The Third Plate: Field Notes on the Future of Food

Dan Barber

Book cover

I listened to this as a book on tape, mostly over the course of a business trip. It is read by Dan Barber himself, which added a little something. In some sections of the book, he recounts conversations he had with people, and he often does his own impression of them–I don’t think a third-party reader would have tried that!

The subject matter of the book was quite interesting to me. If you think you might be interested, I’d recommend watching Barber’s TED talk “How I Fell In Love With A Fish,” which summarizes one of the parts of the book. At a high level, the book is about a vision of “agroecology,” or cultivating food (both plants and animals) in a way that is inspired by, and harmonious with, nature. Barber, as a chef, shows an admirable self-awareness, arguing that chefs–particularly high-visibility chefs such as himself–have a responsibility not just to cook with their favorite ingredients, but to develop dishes and cuisines that are grounded in an agroecological community, so that they can provide support to farmers who are doing the right thing and direct popular tastes in that direction as well.
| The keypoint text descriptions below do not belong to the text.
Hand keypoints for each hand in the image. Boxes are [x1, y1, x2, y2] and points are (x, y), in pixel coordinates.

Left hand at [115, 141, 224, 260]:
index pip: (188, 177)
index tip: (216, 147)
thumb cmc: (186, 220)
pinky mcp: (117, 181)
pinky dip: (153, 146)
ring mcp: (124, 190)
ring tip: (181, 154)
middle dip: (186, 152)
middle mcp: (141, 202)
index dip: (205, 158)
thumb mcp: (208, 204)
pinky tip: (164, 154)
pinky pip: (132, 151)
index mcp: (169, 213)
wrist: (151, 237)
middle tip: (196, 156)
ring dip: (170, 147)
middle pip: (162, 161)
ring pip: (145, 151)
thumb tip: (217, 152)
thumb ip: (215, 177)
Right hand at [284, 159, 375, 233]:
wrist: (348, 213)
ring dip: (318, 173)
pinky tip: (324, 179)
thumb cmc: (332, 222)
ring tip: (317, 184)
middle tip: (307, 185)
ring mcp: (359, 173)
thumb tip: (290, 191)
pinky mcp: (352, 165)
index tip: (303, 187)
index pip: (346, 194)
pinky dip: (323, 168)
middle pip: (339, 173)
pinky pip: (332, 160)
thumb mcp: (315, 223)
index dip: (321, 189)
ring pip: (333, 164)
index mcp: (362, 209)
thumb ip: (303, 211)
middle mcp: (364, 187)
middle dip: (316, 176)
He describes how traditional communities and food cultures generally provided this support naturally (since there wasn’t much alternative), but in the age of capitalist food production, it takes a conscious effort.
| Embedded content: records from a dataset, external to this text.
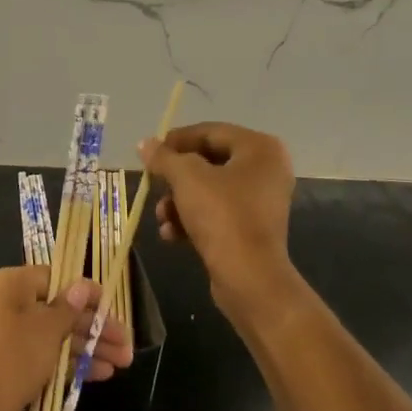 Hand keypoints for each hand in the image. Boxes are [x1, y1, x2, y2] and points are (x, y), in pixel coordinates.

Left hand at [0, 267, 134, 410]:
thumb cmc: (13, 358)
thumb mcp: (47, 328)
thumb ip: (69, 307)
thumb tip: (82, 286)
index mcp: (11, 285)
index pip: (55, 278)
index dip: (85, 291)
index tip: (112, 303)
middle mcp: (10, 306)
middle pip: (61, 310)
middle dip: (95, 326)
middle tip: (126, 341)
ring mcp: (13, 339)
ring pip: (59, 336)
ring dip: (91, 347)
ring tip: (124, 361)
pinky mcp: (16, 367)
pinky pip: (50, 358)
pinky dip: (74, 364)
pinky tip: (103, 374)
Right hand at [142, 122, 302, 325]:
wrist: (250, 278)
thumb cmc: (222, 215)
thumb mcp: (186, 178)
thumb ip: (164, 157)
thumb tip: (145, 143)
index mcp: (260, 148)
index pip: (210, 132)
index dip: (177, 140)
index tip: (151, 152)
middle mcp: (266, 169)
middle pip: (208, 162)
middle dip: (176, 178)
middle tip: (153, 185)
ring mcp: (261, 201)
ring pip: (209, 190)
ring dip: (179, 201)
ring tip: (161, 217)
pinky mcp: (252, 228)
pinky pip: (217, 213)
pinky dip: (193, 220)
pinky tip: (172, 235)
There are tons of interesting tidbits in the book. One that comes up over and over again is the impact of the way in which an animal is killed on the taste of its meat. Basically, if it does not suffer, the meat supposedly tastes much better. I can’t speak to this myself, but it does seem credible from a biological perspective. This observation is cited for all types of animals, even down to fish! Another really interesting part of the book focuses on agricultural breeders at land grant universities. Despite growing up next to a land grant university, and living next to one now, I had never learned much about the role they were originally intended to play, or the role that they actually play today. The recent controversy over Berkeley’s “Gill Tract” farm area is a great example of how this tension is playing out, and while I did already know about that, the book gives a lot of relevant background.